(Your objective):
Each line with the word "Egemenlik" must appear in the answer, copied from the records.
+++ Exercise data +++
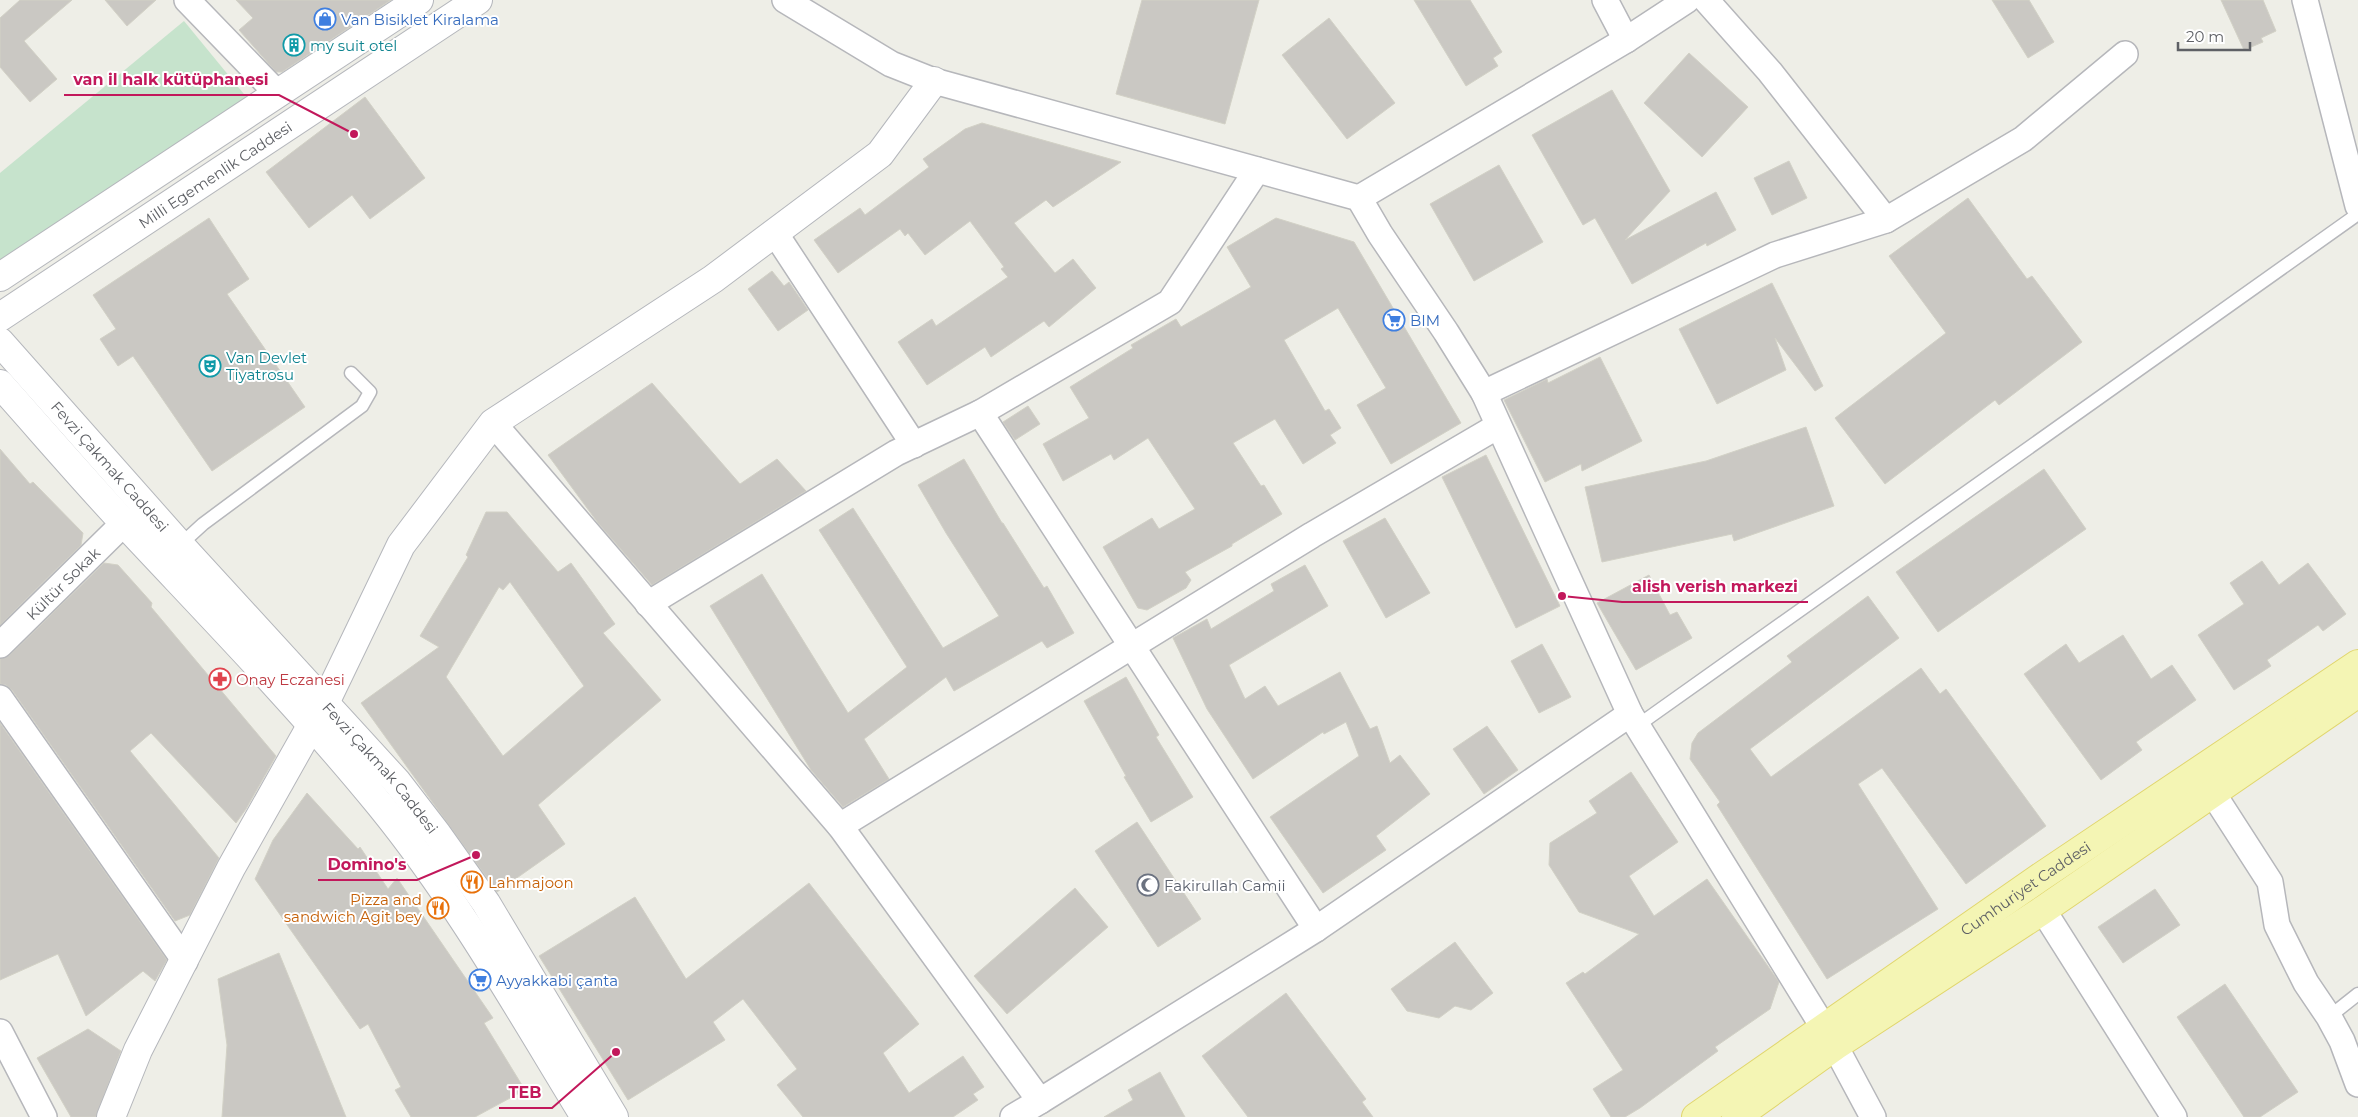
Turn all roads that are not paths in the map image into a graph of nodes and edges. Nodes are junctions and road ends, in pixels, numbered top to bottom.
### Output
1 (187, 0) edge
2 (419, 0) edge
3 (478, 0) edge
4 (785, 0) edge
5 (1605, 0) edge
6 (1687, 0) edge
7 (1706, 0) edge
8 (2305, 0) edge
9 (1626, 40) junction
10 (2125, 54) dead end
11 (934, 81) junction
12 (278, 94) junction
13 (1257, 170) junction
14 (1359, 198) junction
15 (2358, 206) edge
16 (2358, 214) edge
17 (1886, 220) junction
18 (775, 232) junction
19 (0, 277) edge
20 (0, 317) edge
21 (0, 342) edge
22 (351, 373) dead end
23 (0, 384) edge
24 (1484, 393) junction
25 (980, 413) junction
26 (493, 423) junction
27 (1498, 426) junction
28 (914, 444) junction
29 (124, 523) junction
30 (180, 545) junction
31 (648, 604) junction
32 (0, 645) edge
33 (1131, 648) junction
34 (2358, 664) edge
35 (2358, 693) edge
36 (0, 698) edge
37 (325, 703) junction
38 (1634, 720) junction
39 (311, 726) junction
40 (2212, 792) junction
41 (840, 826) junction
42 (2043, 910) junction
43 (1316, 929) junction
44 (185, 961) junction
45 (2358, 994) edge
46 (2329, 1017) junction
47 (0, 1032) edge
48 (1829, 1037) junction
49 (2358, 1084) edge
50 (1040, 1101) junction
51 (44, 1117) edge
52 (111, 1117) edge
53 (585, 1117) edge
54 (614, 1117) edge
55 (1013, 1117) edge
56 (1696, 1117) edge
57 (1736, 1117) edge
58 (1873, 1117) edge
59 (2174, 1117) edge

1 - 12 street
2 - 12 street, Milli Egemenlik Caddesi
3 - 20 street, Milli Egemenlik Caddesi
4 - 11 street
5 - 9 street
6 - 9 street
7 - 17 street
8 - 15 street
9 - 14 street
10 - 17 street
11 - 13 street
11 - 18 street
12 - 19 street, Milli Egemenlik Caddesi
13 - 14 street
13 - 25 street
14 - 24 street
16 - 38 lane
17 - 24 street
18 - 26 street
18 - 28 street
21 - 30 street, Fevzi Çakmak Caddesi
22 - 30 lane
23 - 29 street, Fevzi Çakmak Caddesi
24 - 27 street
25 - 28 street
25 - 33 street
26 - 31 street
26 - 37 street
27 - 33 street
27 - 38 street
28 - 31 street
29 - 32 street, Kültür Sokak
29 - 39 street, Fevzi Çakmak Caddesi
30 - 37 street, Fevzi Çakmak Caddesi
31 - 41 street
33 - 41 street
33 - 43 street
34 - 48 main road, Cumhuriyet Caddesi
35 - 40 main road, Cumhuriyet Caddesi
36 - 44 street
37 - 54 street, Fevzi Çakmak Caddesi
38 - 43 street
38 - 48 street
39 - 44 street
39 - 53 street, Fevzi Çakmak Caddesi
40 - 42 main road, Cumhuriyet Caddesi
40 - 46 street
41 - 50 street
42 - 48 main road, Cumhuriyet Caddesi
42 - 59 street
43 - 50 street
44 - 52 street
45 - 46 lane
46 - 49 street
47 - 51 street
48 - 56 main road, Cumhuriyet Caddesi
48 - 57 main road, Cumhuriyet Caddesi
48 - 58 street
50 - 55 street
+++
(Exercise answer):
2 - 12 street, Milli Egemenlik Caddesi
3 - 20 street, Milli Egemenlik Caddesi
12 - 19 street, Milli Egemenlik Caddesi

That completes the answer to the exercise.